設計・運転時の注意
HTパイプの使用条件について
HT管路の使用温度、圧力について教えてください。
HT管路の許容圧力は使用温度、サイズによって違います。
使用条件をご確認の上ご使用ください。
解説
熱可塑性樹脂は、温度上昇に伴い軟化する性質があります。
HTパイプは一般の塩ビ管に比べ、樹脂の塩素化度を高めることで高温の給湯管として使用できるようにしております。
しかし、HTパイプも熱可塑性樹脂であり、温度上昇にともない強度は低下します。
管の耐水圧は材質の引っ張り強度に相関しますので、温度が上昇すれば耐水圧も低下します。
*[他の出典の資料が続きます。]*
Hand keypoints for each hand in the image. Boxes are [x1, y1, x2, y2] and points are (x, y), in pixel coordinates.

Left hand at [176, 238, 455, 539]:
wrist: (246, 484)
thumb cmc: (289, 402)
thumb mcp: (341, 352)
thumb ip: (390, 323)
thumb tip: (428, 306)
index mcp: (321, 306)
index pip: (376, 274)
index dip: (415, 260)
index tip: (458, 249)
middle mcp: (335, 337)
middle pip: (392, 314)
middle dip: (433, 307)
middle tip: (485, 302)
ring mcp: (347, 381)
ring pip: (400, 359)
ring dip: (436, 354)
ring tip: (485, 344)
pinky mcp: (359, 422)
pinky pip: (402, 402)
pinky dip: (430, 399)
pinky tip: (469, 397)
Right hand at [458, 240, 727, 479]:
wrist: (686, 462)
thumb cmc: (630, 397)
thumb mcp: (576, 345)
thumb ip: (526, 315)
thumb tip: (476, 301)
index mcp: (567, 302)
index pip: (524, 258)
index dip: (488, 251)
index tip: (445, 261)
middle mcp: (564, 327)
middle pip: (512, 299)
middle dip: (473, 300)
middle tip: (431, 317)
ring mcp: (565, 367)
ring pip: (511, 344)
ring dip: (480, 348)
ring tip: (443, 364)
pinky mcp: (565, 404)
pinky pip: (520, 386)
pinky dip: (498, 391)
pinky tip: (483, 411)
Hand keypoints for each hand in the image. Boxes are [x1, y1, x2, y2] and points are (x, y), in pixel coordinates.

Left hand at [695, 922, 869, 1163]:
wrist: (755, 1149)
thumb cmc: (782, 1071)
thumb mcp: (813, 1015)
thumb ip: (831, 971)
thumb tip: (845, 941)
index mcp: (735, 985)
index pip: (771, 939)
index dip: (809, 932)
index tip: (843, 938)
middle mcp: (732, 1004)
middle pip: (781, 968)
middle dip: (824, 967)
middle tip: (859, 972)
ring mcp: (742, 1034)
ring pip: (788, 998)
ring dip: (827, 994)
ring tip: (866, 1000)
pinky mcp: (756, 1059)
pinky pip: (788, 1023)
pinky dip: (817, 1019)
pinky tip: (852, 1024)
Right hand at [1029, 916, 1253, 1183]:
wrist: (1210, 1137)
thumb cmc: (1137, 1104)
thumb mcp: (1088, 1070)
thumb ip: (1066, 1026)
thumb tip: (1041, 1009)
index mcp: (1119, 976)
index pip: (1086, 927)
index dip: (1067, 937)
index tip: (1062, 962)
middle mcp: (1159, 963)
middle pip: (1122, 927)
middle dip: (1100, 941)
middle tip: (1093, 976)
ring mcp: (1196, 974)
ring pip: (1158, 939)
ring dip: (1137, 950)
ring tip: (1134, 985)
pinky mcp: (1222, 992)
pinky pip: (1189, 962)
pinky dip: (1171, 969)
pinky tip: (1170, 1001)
また、水圧により管肉厚の円周方向に発生する応力は、サイズにより異なります。
以上の理由でHTパイプの許容圧力は温度とサイズによって違い、高温になるほど、サイズが大きくなるほど許容圧力は低くなります。

F=P(D-t)/2t (NADYの式)
F:円周方向応力、P:水圧
D:管外径、t :管肉厚
F:円周方向応力、P:水圧
D:管外径、t :管肉厚
対策
HTパイプ、継手は下表の温度、圧力範囲内でご使用ください。
単位:MPa
温度 | |||||||
---|---|---|---|---|---|---|---|
~40℃ | ~65℃ | ~70℃ | ~80℃ | ~85℃ | ~90℃ | ||
呼び径 | 13~25 | 1 | 0.8 | 0.6 | 0.5 | 0.35 | 0.3 |
30~50 | 1 | 0.6 | 0.4 | 0.35 | 0.25 | 0.2 | |
65~150 | 1 | 0.5 | 0.3 | 0.25 | 0.2 | 0.15 |
●設計時にHTパイプの使用条件が守られていても、実使用において使用条件を超えた運転をされ、事故が発生する事例があります。設計時、使用時ともに十分ご注意ください。